Ayahku Pulang adalah naskah yang disadur dari “Chuchi Kaoru,Kikuchi Kwan” oleh Usmar Ismail dan pernah di angkat ke layar lebar oleh Usmar Ismail sendiri dengan judul “Dosa Tak Berampun” (1951). Berkisah tentang seorang ayah yang pergi meninggalkan keluarganya karena perempuan lain, sementara Gunarto (anak sulung) harus membanting tulang bersama ibunya untuk menghidupi keluarga. Sepuluh tahun berlalu, di malam menjelang lebaran tiba-tiba sang ayah muncul kembali di hadapan anak perempuannya (Maimun dan Mintarsih) dalam wujud pengemis. Tapi wajah dan suaranya tetaplah dikenali sang ibu yang mempersilakannya masuk ke rumah, tetapi Gunarto berkeras menentang ayah yang dulu menelantarkannya dan menjadikannya budak di pabrik tenun sedari kecil itu untuk hadir ditengah-tengah keluarga.

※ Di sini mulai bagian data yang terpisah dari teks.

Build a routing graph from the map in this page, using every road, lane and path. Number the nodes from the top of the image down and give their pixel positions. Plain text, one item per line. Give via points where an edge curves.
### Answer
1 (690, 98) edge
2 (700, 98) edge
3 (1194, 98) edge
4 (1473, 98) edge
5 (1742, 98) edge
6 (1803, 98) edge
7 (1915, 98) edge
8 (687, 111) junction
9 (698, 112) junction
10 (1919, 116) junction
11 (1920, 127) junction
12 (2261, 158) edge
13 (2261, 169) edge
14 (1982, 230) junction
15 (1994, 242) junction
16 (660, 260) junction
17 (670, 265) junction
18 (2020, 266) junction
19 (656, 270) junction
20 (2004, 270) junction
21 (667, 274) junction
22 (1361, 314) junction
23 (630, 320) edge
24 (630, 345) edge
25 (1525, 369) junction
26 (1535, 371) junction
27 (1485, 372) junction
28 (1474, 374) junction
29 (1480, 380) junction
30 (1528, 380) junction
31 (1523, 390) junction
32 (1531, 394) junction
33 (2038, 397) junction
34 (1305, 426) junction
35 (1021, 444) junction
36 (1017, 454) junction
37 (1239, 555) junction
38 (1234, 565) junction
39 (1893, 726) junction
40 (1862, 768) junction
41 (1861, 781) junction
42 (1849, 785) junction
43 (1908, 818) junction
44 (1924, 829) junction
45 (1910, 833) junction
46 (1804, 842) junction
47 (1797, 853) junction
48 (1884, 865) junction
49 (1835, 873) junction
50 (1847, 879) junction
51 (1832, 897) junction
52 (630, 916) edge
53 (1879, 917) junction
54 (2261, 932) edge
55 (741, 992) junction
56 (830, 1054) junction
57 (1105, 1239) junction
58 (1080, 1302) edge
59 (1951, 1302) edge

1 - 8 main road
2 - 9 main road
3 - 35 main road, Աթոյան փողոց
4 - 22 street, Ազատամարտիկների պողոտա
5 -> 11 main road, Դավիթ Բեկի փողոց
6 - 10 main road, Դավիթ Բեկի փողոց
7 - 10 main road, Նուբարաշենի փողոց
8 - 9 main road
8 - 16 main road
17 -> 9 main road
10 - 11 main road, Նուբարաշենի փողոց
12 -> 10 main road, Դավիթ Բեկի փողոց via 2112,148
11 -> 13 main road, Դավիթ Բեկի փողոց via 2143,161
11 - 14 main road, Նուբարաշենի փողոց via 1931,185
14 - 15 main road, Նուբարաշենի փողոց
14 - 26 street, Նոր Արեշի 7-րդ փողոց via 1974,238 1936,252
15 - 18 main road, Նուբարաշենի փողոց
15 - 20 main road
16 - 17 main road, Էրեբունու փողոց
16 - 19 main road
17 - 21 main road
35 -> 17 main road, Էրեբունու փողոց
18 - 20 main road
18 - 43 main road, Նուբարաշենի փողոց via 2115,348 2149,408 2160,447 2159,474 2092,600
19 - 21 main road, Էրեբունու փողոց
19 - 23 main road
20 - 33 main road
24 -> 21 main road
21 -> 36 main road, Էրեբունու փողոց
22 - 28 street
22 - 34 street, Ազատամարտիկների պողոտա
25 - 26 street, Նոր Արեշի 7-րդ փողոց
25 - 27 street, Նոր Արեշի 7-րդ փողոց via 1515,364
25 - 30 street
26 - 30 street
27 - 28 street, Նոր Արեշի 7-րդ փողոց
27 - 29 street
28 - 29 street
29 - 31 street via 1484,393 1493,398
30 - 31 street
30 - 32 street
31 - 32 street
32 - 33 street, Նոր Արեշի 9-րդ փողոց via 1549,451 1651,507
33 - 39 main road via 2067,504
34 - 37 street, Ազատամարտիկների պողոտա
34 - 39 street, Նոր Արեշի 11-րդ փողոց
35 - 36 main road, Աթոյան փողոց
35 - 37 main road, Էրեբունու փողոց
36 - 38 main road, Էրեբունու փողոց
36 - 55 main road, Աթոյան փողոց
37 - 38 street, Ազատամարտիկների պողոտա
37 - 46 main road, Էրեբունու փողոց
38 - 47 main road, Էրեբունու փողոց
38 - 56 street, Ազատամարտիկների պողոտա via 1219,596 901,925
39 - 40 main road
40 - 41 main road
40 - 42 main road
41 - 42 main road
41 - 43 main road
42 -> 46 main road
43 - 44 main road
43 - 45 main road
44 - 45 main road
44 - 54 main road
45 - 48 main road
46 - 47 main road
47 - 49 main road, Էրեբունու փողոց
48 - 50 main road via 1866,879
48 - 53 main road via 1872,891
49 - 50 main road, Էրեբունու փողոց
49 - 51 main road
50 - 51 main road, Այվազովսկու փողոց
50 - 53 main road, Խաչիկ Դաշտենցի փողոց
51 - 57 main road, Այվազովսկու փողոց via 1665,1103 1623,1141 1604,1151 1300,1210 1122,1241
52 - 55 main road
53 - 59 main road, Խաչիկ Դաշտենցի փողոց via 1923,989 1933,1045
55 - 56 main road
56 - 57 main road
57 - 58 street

Sang ayah yang malu dan menyesali diri akhirnya kembali pergi dan bunuh diri dengan menenggelamkan diri ke sungai. Tinggallah penyesalan dalam diri Gunarto dan tangisan ibu serta adik-adiknya.

ON STAGE

Di atas panggung dengan set yang realis (garapan Chev Dorry) tampaklah ruang keluarga dengan satu set meja kursi kayu bergaya klasik dengan lukisan minimalis di latarnya, lalu ada ruang makan yang sederhana dengan lukisan kaligrafi di dindingnya serta di pojok kiri depan ada mesin jahit tua beserta baju-baju jahitan yang dijejerkan. Alunan takbir menggema, lampu mulai terang perlahan dan tampaklah seorang ibu duduk sedih di mesin jahit (tanpa benang), tak lama muncul Gunarto menanyakan kesedihan sang ibu. Dari dialog mereka terungkaplah betapa ibu merindukan ayahnya. Dan sikap Gunarto sudah terang dari dialog awal betapa ia membenci ayahnya. Kemudian datanglah si adik, Maimunah, baru pulang kerja, sang adik mengatakan bahwa ia bertemu dengan pengemis yang mirip dengan ayahnya yang hilang, kian berkeraslah sikap Gunarto mendengar omongan adiknya. Ditambah lagi dengan kepulangan Mintarsih dari mengantarkan baju jahitan ibunya kepada pemesan dan mengatakan ia baru saja bertemu dengan pengemis yang ditemui Maimunah di depan rumah, semakin menjadi kebencian Gunarto kepada ayahnya mendengar cerita Mintarsih. Dan akhirnya dalam keadaan sakit (ditandai dengan terbatuk-batuk) hadirlah si ayah yang lantas dikenali ibu lewat suaranya. Tetapi perjumpaan kembali itu membawa luka dalam Gunarto kian meradang, Gunarto mengusir ayah yang sudah meninggalkan keluarganya itu tanpa bisa dicegah oleh ibu dan adik-adiknya. Ayah yang menyesali hidupnya itu akhirnya kembali pergi dan…mati di sungai. Hanya baju dan kopiah saja yang bisa diselamatkan Maimunah. Gunarto pun menyesali tindakannya.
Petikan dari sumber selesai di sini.